*What you are asked to do*. The listing below is to be output in its exact form.

*Provided information*.

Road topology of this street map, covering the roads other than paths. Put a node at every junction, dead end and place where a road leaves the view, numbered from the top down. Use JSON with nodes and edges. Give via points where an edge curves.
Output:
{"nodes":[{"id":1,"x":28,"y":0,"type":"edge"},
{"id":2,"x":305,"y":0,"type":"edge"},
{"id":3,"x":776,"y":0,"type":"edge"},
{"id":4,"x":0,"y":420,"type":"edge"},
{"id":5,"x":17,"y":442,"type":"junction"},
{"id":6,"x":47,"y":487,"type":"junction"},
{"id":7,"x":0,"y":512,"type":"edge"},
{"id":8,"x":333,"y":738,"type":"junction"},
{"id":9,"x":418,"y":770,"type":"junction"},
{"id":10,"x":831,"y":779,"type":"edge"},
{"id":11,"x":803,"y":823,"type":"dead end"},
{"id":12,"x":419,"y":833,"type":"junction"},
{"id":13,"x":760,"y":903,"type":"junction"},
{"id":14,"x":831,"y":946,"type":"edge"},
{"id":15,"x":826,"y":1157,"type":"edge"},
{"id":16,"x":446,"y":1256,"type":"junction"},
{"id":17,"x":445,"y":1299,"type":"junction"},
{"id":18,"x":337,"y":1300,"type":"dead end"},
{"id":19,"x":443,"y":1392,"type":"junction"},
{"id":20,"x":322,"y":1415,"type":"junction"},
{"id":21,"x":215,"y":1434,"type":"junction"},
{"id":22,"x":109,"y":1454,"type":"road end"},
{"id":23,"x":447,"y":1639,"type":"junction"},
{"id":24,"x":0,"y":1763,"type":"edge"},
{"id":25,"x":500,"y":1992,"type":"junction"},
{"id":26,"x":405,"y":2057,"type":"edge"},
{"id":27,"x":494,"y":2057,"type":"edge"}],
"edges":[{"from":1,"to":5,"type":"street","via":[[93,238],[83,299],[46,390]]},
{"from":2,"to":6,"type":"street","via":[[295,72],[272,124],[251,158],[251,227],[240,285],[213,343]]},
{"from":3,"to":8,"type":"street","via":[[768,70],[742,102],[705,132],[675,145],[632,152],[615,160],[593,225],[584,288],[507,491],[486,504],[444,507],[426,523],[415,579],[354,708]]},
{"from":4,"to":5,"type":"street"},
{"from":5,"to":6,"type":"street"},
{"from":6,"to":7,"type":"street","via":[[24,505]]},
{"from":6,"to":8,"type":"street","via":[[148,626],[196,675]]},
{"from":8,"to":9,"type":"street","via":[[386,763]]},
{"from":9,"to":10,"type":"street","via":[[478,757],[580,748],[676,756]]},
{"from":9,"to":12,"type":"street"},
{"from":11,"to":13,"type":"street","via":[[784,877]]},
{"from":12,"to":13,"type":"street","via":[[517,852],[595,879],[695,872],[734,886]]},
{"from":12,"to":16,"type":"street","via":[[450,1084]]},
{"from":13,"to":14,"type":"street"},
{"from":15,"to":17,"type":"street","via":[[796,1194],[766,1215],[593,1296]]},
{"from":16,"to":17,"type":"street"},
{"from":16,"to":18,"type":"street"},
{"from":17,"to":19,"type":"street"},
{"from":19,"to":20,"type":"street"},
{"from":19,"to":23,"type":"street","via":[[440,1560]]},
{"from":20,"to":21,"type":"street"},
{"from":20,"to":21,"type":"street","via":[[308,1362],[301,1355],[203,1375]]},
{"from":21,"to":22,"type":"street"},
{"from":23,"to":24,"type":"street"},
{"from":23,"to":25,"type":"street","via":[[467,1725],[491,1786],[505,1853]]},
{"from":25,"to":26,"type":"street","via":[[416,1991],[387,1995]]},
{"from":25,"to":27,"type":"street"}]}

*Solution for this exercise*.
Road topology of this street map, covering the roads other than paths. Put a node at every junction, dead end and place where a road leaves the view, numbered from the top down. Use JSON with nodes and edges. Give via points where an edge curves.
Output:
{"nodes":[{"id":1,"x":28,"y":0,"type":"edge"},
{"id":2,"x":305,"y":0,"type":"edge"},
{"id":3,"x":776,"y":0,"type":"edge"},
{"id":4,"x":0,"y":420,"type":"edge"},
{"id":5,"x":17,"y":442,"type":"junction"},
{"id":6,"x":47,"y":487,"type":"junction"},
{"id":7,"x":0,"y":512,"type":"edge"},
{"id":8,"x":333,"y":738,"type":"junction"},
{"id":9,"x":418,"y":770,"type":"junction"},
{"id":10,"x":831,"y":779,"type":"edge"},
{"id":11,"x":803,"y":823,"type":"dead end"},
{"id":12,"x":419,"y":833,"type":"junction"},
{"id":13,"x":760,"y":903,"type":"junction"},
{"id":14,"x":831,"y":946,"type":"edge"},
{"id":15,"x":826,"y":1157,"type":"edge"},
{"id":16,"x":446,"y":1256,"type":"junction"},
{"id":17,"x":445,"y":1299,"type":"junction"},
{"id":18,"x":337,"y":1300,"type":"dead end"},
{"id":19,"x":443,"y":1392,"type":"junction"},
{"id":20,"x":322,"y":1415,"type":"junction"},
{"id":21,"x":215,"y":1434,"type":"junction"},
{"id":22,"x":109,"y":1454,"type":"road end"},
{"id":23,"x":447,"y":1639,"type":"junction"},
{"id":24,"x":0,"y":1763,"type":"edge"},
{"id":25,"x":500,"y":1992,"type":"junction"},
{"id":26,"x":405,"y":2057,"type":"edge"},
{"id":27,"x":494,"y":2057,"type":"edge"}],
"edges":[{"from":1,"to":5,"type":"street","via":[[93,238],[83,299],[46,390]]},
{"from":2,"to":6,"type":"street","via":[[295,72],[272,124],[251,158],[251,227],[240,285],[213,343]]},
{"from":3,"to":8,"type":"street","via":[[768,70],[742,102],[705,132],[675,145],[632,152],[615,160],[593,225],[584,288],[507,491],[486,504],[444,507],[426,523],[415,579],[354,708]]},
{"from":4,"to":5,"type":"street"},
{"from":5,"to":6,"type":"street"},
{"from":6,"to":7,"type":"street","via":[[24,505]]},
{"from":6,"to":8,"type":"street","via":[[148,626],[196,675]]},
{"from":8,"to":9,"type":"street","via":[[386,763]]},
{"from":9,"to":10,"type":"street","via":[[478,757],[580,748],[676,756]]},
{"from":9,"to":12,"type":"street"},
{"from":11,"to":13,"type":"street","via":[[784,877]]},
{"from":12,"to":13,"type":"street","via":[[517,852],[595,879],[695,872],[734,886]]},
{"from":12,"to":16,"type":"street","via":[[450,1084]]},
{"from":13,"to":14,"type":"street"},
{"from":15,"to":17,"type":"street","via":[[796,1194],[766,1215],[593,1296]]},
{"from":16,"to":17,"type":"street"},
{"from":16,"to":18,"type":"street"},
{"from":17,"to":19,"type":"street"},
{"from":19,"to":20,"type":"street"},
{"from":19,"to":23,"type":"street","via":[[440,1560]]},
{"from":20,"to":21,"type":"street"},
{"from":20,"to":21,"type":"street","via":[[308,1362],[301,1355],[203,1375]]},
{"from":21,"to":22,"type":"street"},
{"from":23,"to":24,"type":"street"},
{"from":23,"to":25,"type":"street","via":[[467,1725],[491,1786],[505,1853]]},
{"from":25,"to":26,"type":"street","via":[[416,1991],[387,1995]]},
{"from":25,"to":27,"type":"street"}]}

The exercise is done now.